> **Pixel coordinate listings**
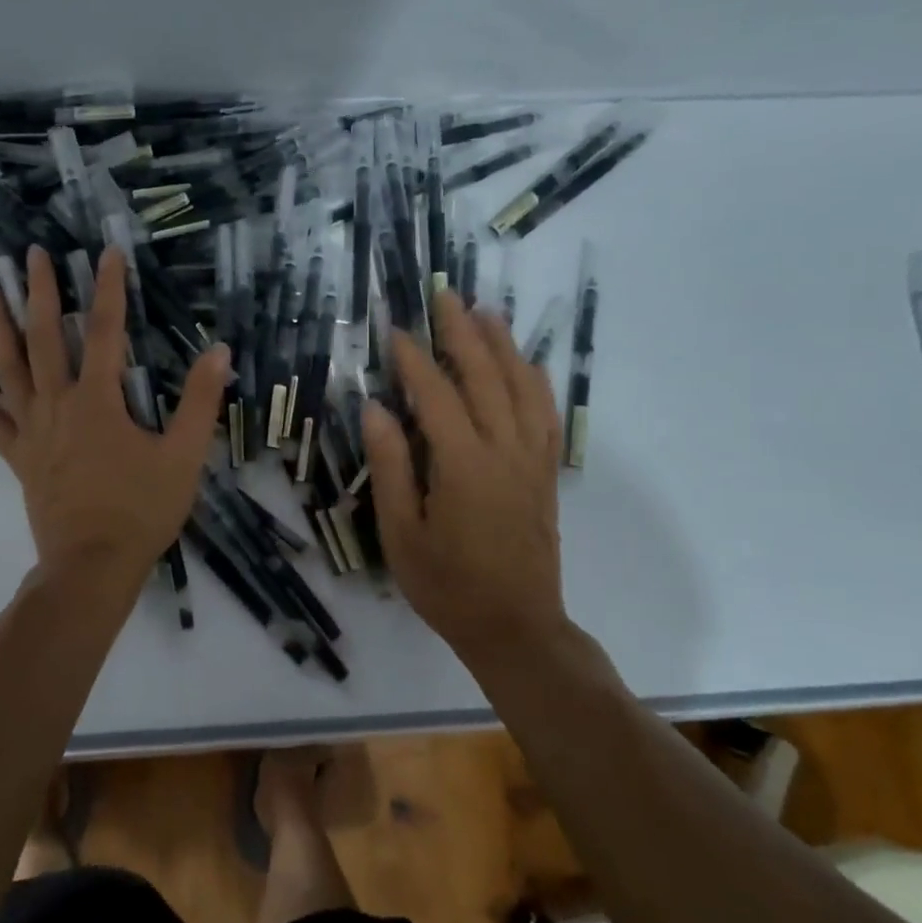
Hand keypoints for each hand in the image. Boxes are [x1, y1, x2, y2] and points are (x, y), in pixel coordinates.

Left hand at [0, 245, 228, 597]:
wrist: (93, 566)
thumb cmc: (142, 510)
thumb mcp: (184, 456)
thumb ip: (200, 402)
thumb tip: (219, 351)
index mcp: (98, 401)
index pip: (105, 331)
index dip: (109, 289)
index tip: (107, 252)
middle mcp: (58, 405)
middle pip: (45, 338)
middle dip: (39, 293)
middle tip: (31, 255)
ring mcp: (32, 431)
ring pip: (9, 370)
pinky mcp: (19, 458)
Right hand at [364, 289, 568, 658]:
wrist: (516, 626)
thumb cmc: (447, 585)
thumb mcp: (400, 533)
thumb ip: (390, 466)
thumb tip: (375, 409)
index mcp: (463, 465)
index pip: (436, 395)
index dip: (414, 359)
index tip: (397, 330)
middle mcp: (503, 450)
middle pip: (485, 376)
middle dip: (462, 332)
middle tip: (444, 296)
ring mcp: (531, 458)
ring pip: (521, 386)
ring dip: (503, 344)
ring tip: (485, 312)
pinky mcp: (545, 471)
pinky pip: (545, 412)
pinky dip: (534, 379)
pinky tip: (524, 363)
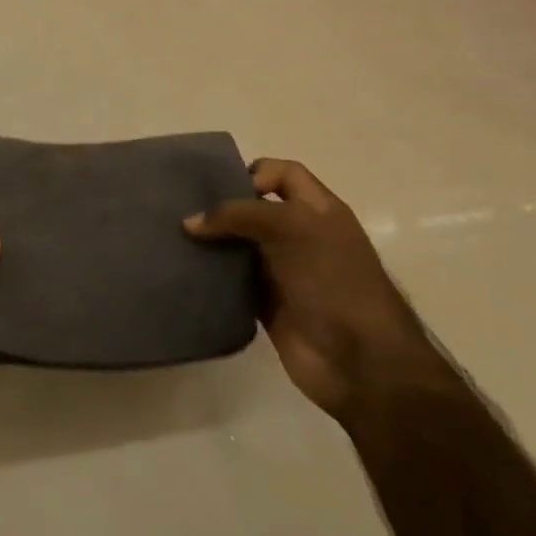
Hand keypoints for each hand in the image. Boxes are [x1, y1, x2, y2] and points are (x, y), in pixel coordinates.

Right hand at [185, 158, 446, 419]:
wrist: (361, 362)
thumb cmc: (334, 281)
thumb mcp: (292, 228)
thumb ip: (239, 215)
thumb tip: (190, 223)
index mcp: (318, 210)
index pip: (283, 174)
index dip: (253, 172)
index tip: (221, 189)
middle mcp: (300, 235)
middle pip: (253, 208)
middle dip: (221, 206)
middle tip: (182, 209)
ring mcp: (283, 271)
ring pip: (238, 245)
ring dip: (211, 242)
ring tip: (173, 237)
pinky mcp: (265, 304)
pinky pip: (231, 281)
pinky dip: (211, 275)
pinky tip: (185, 270)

> **WHAT THE EXERCISE ASKS**
Please return only the lines above, starting at the line that has "index pip: (105, 331)" and ending at the line that has "wrist: (516, 626)", keeping both and leaving each one unchanged.

> **TASK RESPONSE**
index pip: (105, 331)
index dip: (109, 289)
index tip: (107, 252)
middle mcp: (58, 405)
middle pip: (45, 338)
middle dip: (39, 293)
middle tip: (31, 255)
ring mcp: (32, 431)
ring pip: (9, 370)
pinky mcp: (19, 458)
Right hand at [364, 289, 568, 658]:
wrist: (516, 626)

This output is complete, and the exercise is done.